All of the records below are to be given again word for word, with the pictures removed.
★ ★ ★
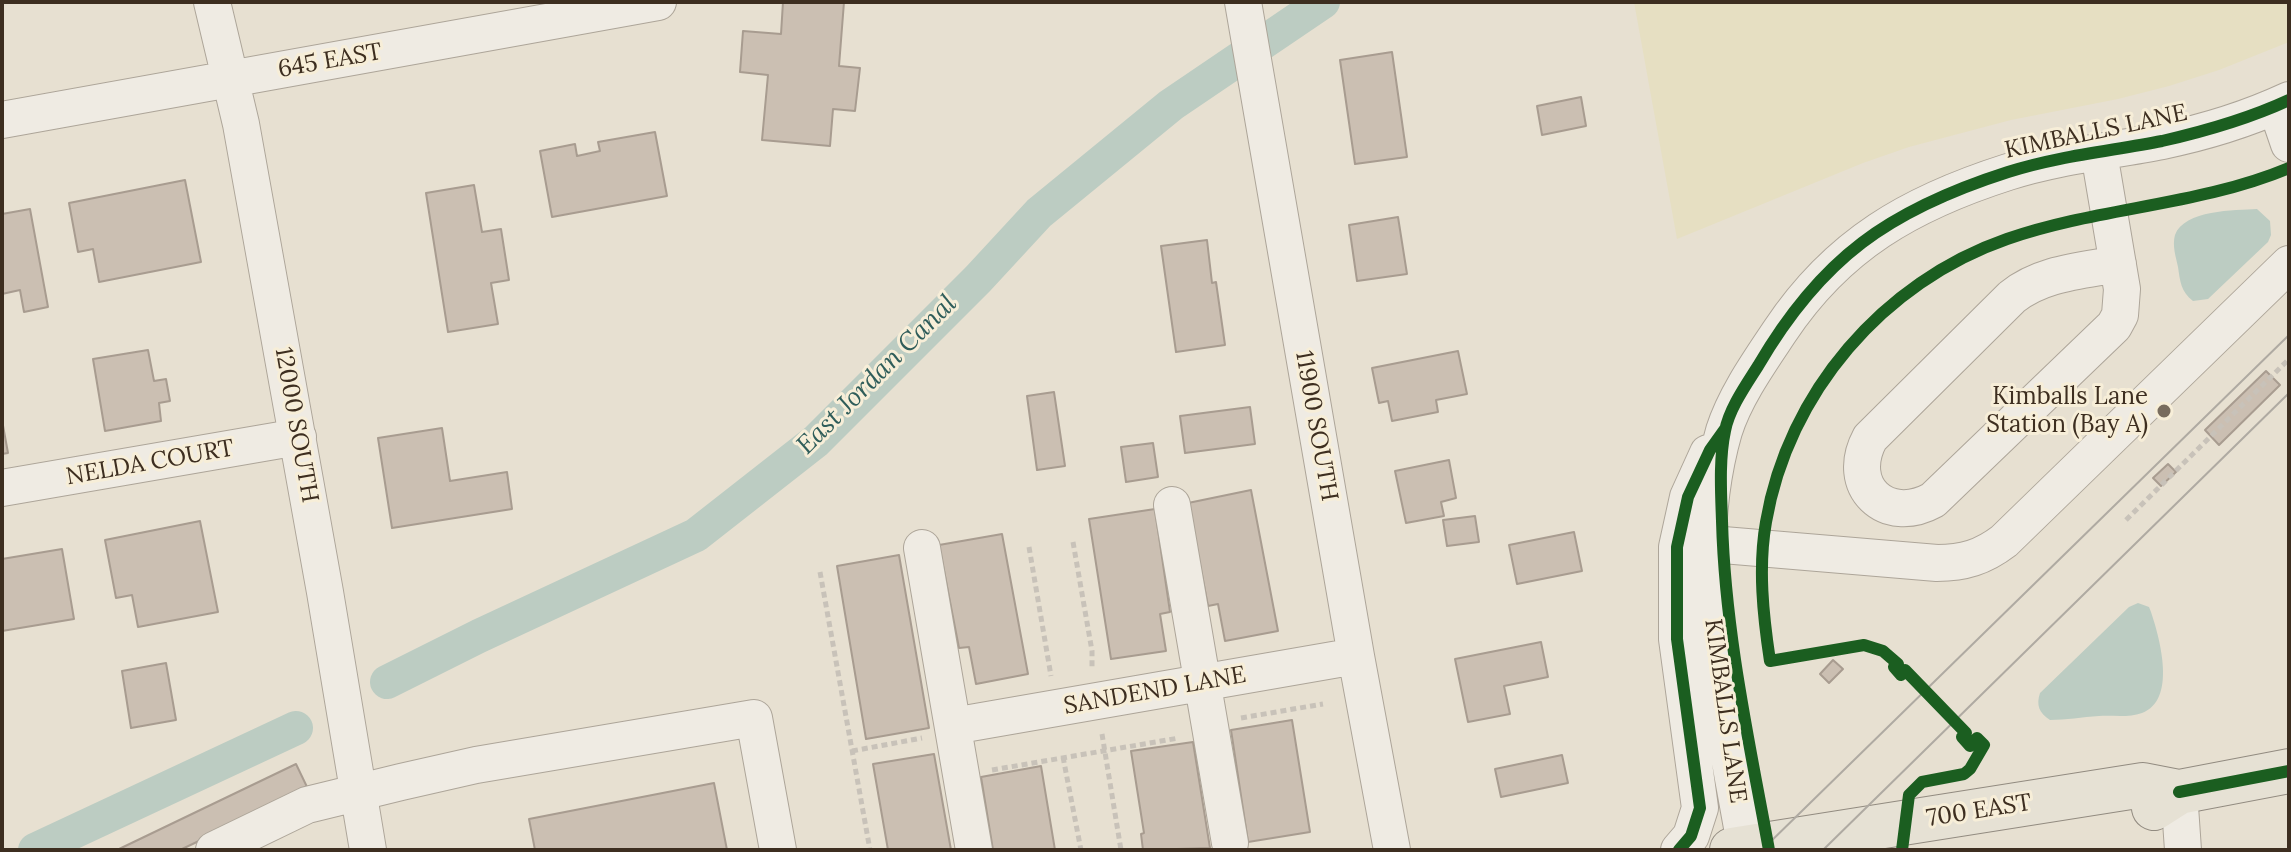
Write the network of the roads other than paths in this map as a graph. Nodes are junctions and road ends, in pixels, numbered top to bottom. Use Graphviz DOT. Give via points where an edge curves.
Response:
graph roads {
  1 [pos="212,2"];
  2 [pos="658,2"];
  3 [pos="1244,9"];
  4 [pos="230,79"];
  5 [pos="2282,103"];
  6 [pos="2,120"];
  7 [pos="2289,144"];
  8 [pos="2099,153"];
  9 [pos="2118,264"];
  10 [pos="2289,264"];
  11 [pos="1725,429"];
  12 [pos="298,437"];
  13 [pos="2,488"];
  14 [pos="1172,505"];
  15 [pos="1723,545"];
  16 [pos="922,548"];
  17 [pos="1356,656"];
  18 [pos="1203,683"];
  19 [pos="942,731"];
  20 [pos="2289,771"];
  21 [pos="2179,792"];
  22 [pos="357,794"];
  23 [pos="1230,843"];
  24 [pos="1752,848"];
  25 [pos="214,850"];
  26 [pos="368,850"];
  27 [pos="778,850"];
  28 [pos="974,850"];
  29 [pos="1392,850"];
  30 [pos="1679,850"];
  31 [pos="1919,850"];
  32 [pos="2183,850"];
  1 -- 4 [label="street, 12000 SOUTH"];
  2 -- 4 [label="street, 645 EAST"];
  3 -- 17 [label="street, 11900 SOUTH"];
  4 -- 6 [label="street, 645 EAST"];
  4 -- 12 [label="street, 12000 SOUTH"];
  5 -- 7 [label="street"];
  5 -- 8 [label="street, KIMBALLS LANE" via="2206,130"];
  8 -- 9 [label="street"];
  8 -- 11 [label="street, KIMBALLS LANE" via="1967,186 1860,243 1791,314"];
  9 -- 9 [label="street" via="2123,302 2114,326 1933,500 1906,510 1891,508 1868,491 1860,465 1870,438 2012,297 2059,275"];
  10 -- 15 [label="street" via="2004,541 1977,558 1937,563"];
  11 -- 15 [label="street, KIMBALLS LANE"];
  11 -- 24 [label="street, KIMBALLS LANE" via="1710,517 1710,615 1717,680"];
  11 -- 30 [label="street" via="1688,497 1677,547 1677,639 1700,808 1691,836"];
  12 -- 13 [label="street, NELDA COURT"];
  12 -- 22 [label="street, 12000 SOUTH"];
  14 -- 18 [label="street"];
  15 -- 24 [label="street, KIMBALLS LANE"];
  16 -- 19 [label="street"];
  17 -- 18 [label="street, SANDEND LANE"];
  17 -- 29 [label="street, 11900 SOUTH"];
  18 -- 19 [label="street, SANDEND LANE"];
  18 -- 23 [label="street"];
  19 -- 28 [label="street"];
  20 -- 21 [label="main road, 700 EAST"];
  21 -- 24 [label="main road, 700 EAST" via="2143,785"];
  21 -- 31 [label="main road, 700 EAST" via="2148,812"];
  21 -- 32 [label="street"];
  22 -- 25 [label="street" via="307,805"];
  22 -- 26 [label="street, 12000 SOUTH"];
  22 -- 27 [label="street" via="476,765 754,718"];
}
★ ★ ★
*WRITTEN SOLUTION*
Write the network of the roads other than paths in this map as a graph. Nodes are junctions and road ends, in pixels, numbered top to bottom. Use Graphviz DOT. Give via points where an edge curves.
Response:
graph roads {
  1 [pos="212,2"];
  2 [pos="658,2"];
  3 [pos="1244,9"];
  4 [pos="230,79"];
  5 [pos="2282,103"];
  6 [pos="2,120"];
  7 [pos="2289,144"];
  8 [pos="2099,153"];
  9 [pos="2118,264"];
  10 [pos="2289,264"];
  11 [pos="1725,429"];
  12 [pos="298,437"];
  13 [pos="2,488"];
  14 [pos="1172,505"];
  15 [pos="1723,545"];
  16 [pos="922,548"];
  17 [pos="1356,656"];
  18 [pos="1203,683"];
  19 [pos="942,731"];
  20 [pos="2289,771"];
  21 [pos="2179,792"];
  22 [pos="357,794"];
  23 [pos="1230,843"];
  24 [pos="1752,848"];
  25 [pos="214,850"];
  26 [pos="368,850"];
  27 [pos="778,850"];
  28 [pos="974,850"];
  29 [pos="1392,850"];
  30 [pos="1679,850"];
  31 [pos="1919,850"];
  32 [pos="2183,850"];
  1 -- 4 [label="street, 12000 SOUTH"];
  2 -- 4 [label="street, 645 EAST"];
  3 -- 17 [label="street, 11900 SOUTH"];
  4 -- 6 [label="street, 645 EAST"];
  4 -- 12 [label="street, 12000 SOUTH"];
  5 -- 7 [label="street"];
  5 -- 8 [label="street, KIMBALLS LANE" via="2206,130"];
  8 -- 9 [label="street"];
  8 -- 11 [label="street, KIMBALLS LANE" via="1967,186 1860,243 1791,314"];
  9 -- 9 [label="street" via="2123,302 2114,326 1933,500 1906,510 1891,508 1868,491 1860,465 1870,438 2012,297 2059,275"];
  10 -- 15 [label="street" via="2004,541 1977,558 1937,563"];
  11 -- 15 [label="street, KIMBALLS LANE"];
  11 -- 24 [label="street, KIMBALLS LANE" via="1710,517 1710,615 1717,680"];
  11 -- 30 [label="street" via="1688,497 1677,547 1677,639 1700,808 1691,836"];
  12 -- 13 [label="street, NELDA COURT"];
  12 -- 22 [label="street, 12000 SOUTH"];
  14 -- 18 [label="street"];
  15 -- 24 [label="street, KIMBALLS LANE"];
  16 -- 19 [label="street"];
  17 -- 18 [label="street, SANDEND LANE"];
  17 -- 29 [label="street, 11900 SOUTH"];
  18 -- 19 [label="street, SANDEND LANE"];
  18 -- 23 [label="street"];
  19 -- 28 [label="street"];
  20 -- 21 [label="main road, 700 EAST"];
  21 -- 24 [label="main road, 700 EAST" via="2143,785"];
  21 -- 31 [label="main road, 700 EAST" via="2148,812"];
  21 -- 32 [label="street"];
  22 -- 25 [label="street" via="307,805"];
  22 -- 26 [label="street, 12000 SOUTH"];
  22 -- 27 [label="street" via="476,765 754,718"];
}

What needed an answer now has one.